Les enseignantes sont continuellement tiraillées entre la revendication de bonnes conditions de travail et leur souci constant de leurs élèves. Pour leurs élèves, elles continuent de faire autant de bénévolat, de travail au rabais pour organiser des spectacles, des bals, des sorties aux salons du livre ou au théâtre. Pour leurs élèves, elles donnent des heures de récupération qui vont au-delà de ce qu’on leur reconnaît et corrigent en dehors des heures payées, entre autres. Pour leurs élèves, les enseignantes travaillent la fin de semaine pour créer des activités d’apprentissage diversifiées, des évaluations probantes et du matériel intéressant. Et c’est sans compter qu’elles enseignent dans des classes surpeuplées pas toujours faciles.

Une vocation, dit-on

Quand les enseignantes disent qu’elles n’en peuvent plus et que cela en fait trop, on leur répond que l’enseignement est une vocation, qu’il est normal de faire plus avec moins, de travailler la fin de semaine au détriment de sa santé mentale et de sa famille et de payer soi-même ses fournitures (horloge, enveloppes, punaises, décorations, etc.) pour pallier le désinvestissement public continuel. Nous répondons que c’est faux.

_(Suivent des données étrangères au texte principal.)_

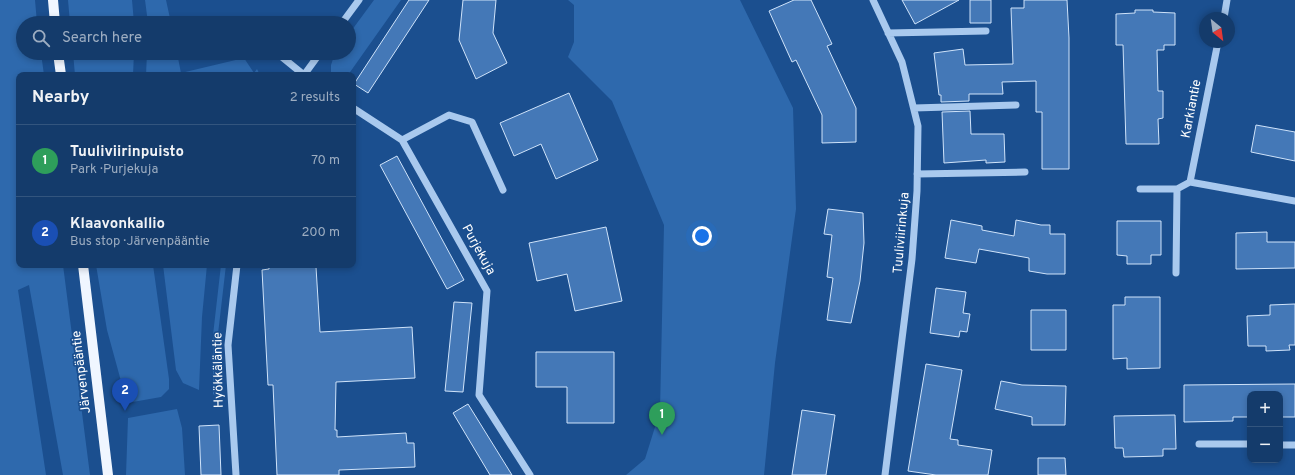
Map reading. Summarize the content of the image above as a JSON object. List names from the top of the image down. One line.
{"streets":{"main road":["Järvenpääntie"],"street":["Karkiantie","Tuuliviirinkuja","Purjekuja","Hyökkäläntie"]},"north":"bottom right","page":{"search":"Search here","heading":["Nearby","2 results"],"list":[{"mark":"1","name":"Tuuliviirinpuisto","note":"Park · Purjekuja","value":"70 m"},{"mark":"2","name":"Klaavonkallio","note":"Bus stop · Järvenpääntie","value":"200 m"}],"pins":["2","1"],"map_buttons":["+","−"]}}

Demande-t-on aux ingénieurs, aux comptables et aux avocats ou à tout autre membre d’une profession historiquement masculine de travailler bénévolement les soirs et la fin de semaine ?

Les enseignantes détiennent une formation universitaire et sont des professionnelles qui méritent d’être payées comme telles.

Rappelons que Jean-François Roberge, jadis enseignant, maintenant ministre, et François Legault proposaient en 2011 de majorer le salaire des enseignantes de 20 %. Eh bien, force est de constater que les enseignantes sont plus raisonnables pour les finances publiques du Québec que la CAQ ne l’était.

À ce gouvernement qui a promis de faire de l’éducation une urgence nationale, nous demandons de porter une attention particulière aux conditions de travail et aux conditions salariales des enseignantes. Si la valorisation de la profession est importante pour lui, il trouvera des oreilles attentives de l’autre côté de la table de négociation. Comme le disait Abraham Lincoln, un grand syndicaliste : « Si vous trouvez que l’éducation coûte cher, essayez l’ignorance. » Investir dans les enseignantes, une dépense qui en vaut le coup.

* Le féminin est employé puisque la majorité des enseignantes sont des femmes. C’est malheureusement pour cette raison que leurs conditions salariales sont traditionnellement moins bonnes que celles des métiers à prépondérance masculine. Il est temps que cela change.